What’s to be done? First, we can dispense with the notion that testing companies represent some kind of "evil empire." They don’t. They are businesses like any other, and their primary end-goal is to make money. They are no better or worse than other typical large companies in the United States. For-profit companies use the profits in part to pay shareholders; nonprofits plow the money back into the business. But they all try to maximize their bottom line. If people keep using their tests as they now exist, test-makers will keep making the same old same old. Why should they change what they believe to be a winning game? And that is the basis for the solution.
Colleges must demand more. When the University of California system threatened to stop using the SAT unless changes were made, the College Board made the changes that the University of California (in particular, Richard Atkinson, at the time president of the UC system) wanted. The College Board presumably did not want to lose such a valuable customer. If end-users demanded more of testing companies, they would get more. If they take what they get and don’t act, they will continue to get what they are getting. Testing companies will change when their consumers demand change — the same as any other kind of company. Organizations, like individuals, can be modifiable if they need to be.

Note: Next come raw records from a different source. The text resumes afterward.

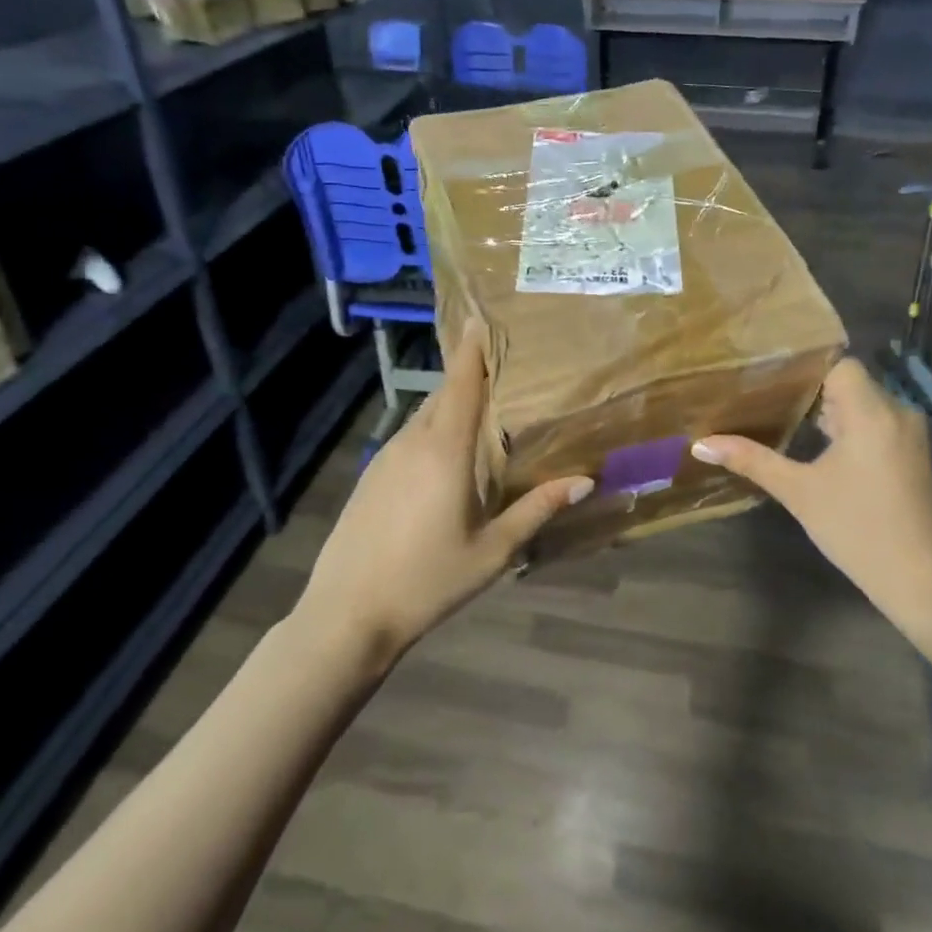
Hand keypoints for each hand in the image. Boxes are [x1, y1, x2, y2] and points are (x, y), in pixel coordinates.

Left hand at [293, 327, 593, 670]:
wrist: (347, 614)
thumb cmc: (428, 580)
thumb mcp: (493, 550)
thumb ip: (537, 509)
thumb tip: (584, 480)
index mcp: (445, 451)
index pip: (462, 384)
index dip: (472, 349)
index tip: (480, 317)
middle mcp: (413, 443)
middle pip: (443, 395)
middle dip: (467, 374)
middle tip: (499, 366)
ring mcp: (385, 458)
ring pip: (423, 417)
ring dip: (449, 406)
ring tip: (480, 411)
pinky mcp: (370, 477)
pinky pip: (408, 439)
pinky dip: (431, 431)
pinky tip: (445, 458)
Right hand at [692, 358, 931, 669]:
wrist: (923, 582)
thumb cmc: (858, 529)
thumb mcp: (799, 492)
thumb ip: (752, 460)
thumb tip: (700, 444)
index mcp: (872, 411)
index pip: (838, 364)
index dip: (804, 367)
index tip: (766, 374)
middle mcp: (897, 412)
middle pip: (848, 383)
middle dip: (808, 390)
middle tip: (762, 394)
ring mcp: (909, 436)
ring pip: (862, 405)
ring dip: (827, 411)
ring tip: (781, 415)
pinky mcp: (912, 456)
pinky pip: (875, 424)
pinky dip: (846, 427)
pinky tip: (816, 444)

Most colleges are not as large as the California system. So they need to organize, at least, informally. Businesses listen to their customers, or they cease to be businesses. Testing companies are no exception. Like all businesses, what they listen to most is the metaphorical ringing of the cash register — the effect of customer actions on their bottom line. Customers can make all the differences, but they have to act, not just grouse. When they talk, companies may or may not listen; when they act collectively, companies listen. If the companies don’t change the tests, colleges should go test-optional, or introduce supplementary measures, or abandon the tests. It may require a year or two or three to change, but so what? Many universities have taken one or the other path, and they are still surviving and even thriving. The world will not end. There are other measures of academic skills that institutions can use, most notably school grades, which typically are the best single predictor of college academic success.
My hope, of course, is that the testing companies will act, but their past record is not encouraging. At the same time, they have not experienced much consumer pressure at the cash register, except in the past through the University of California system. They need to hear a message that is clear, direct, and that makes clear the consequences of their endless surface-structural change without deep-structural change.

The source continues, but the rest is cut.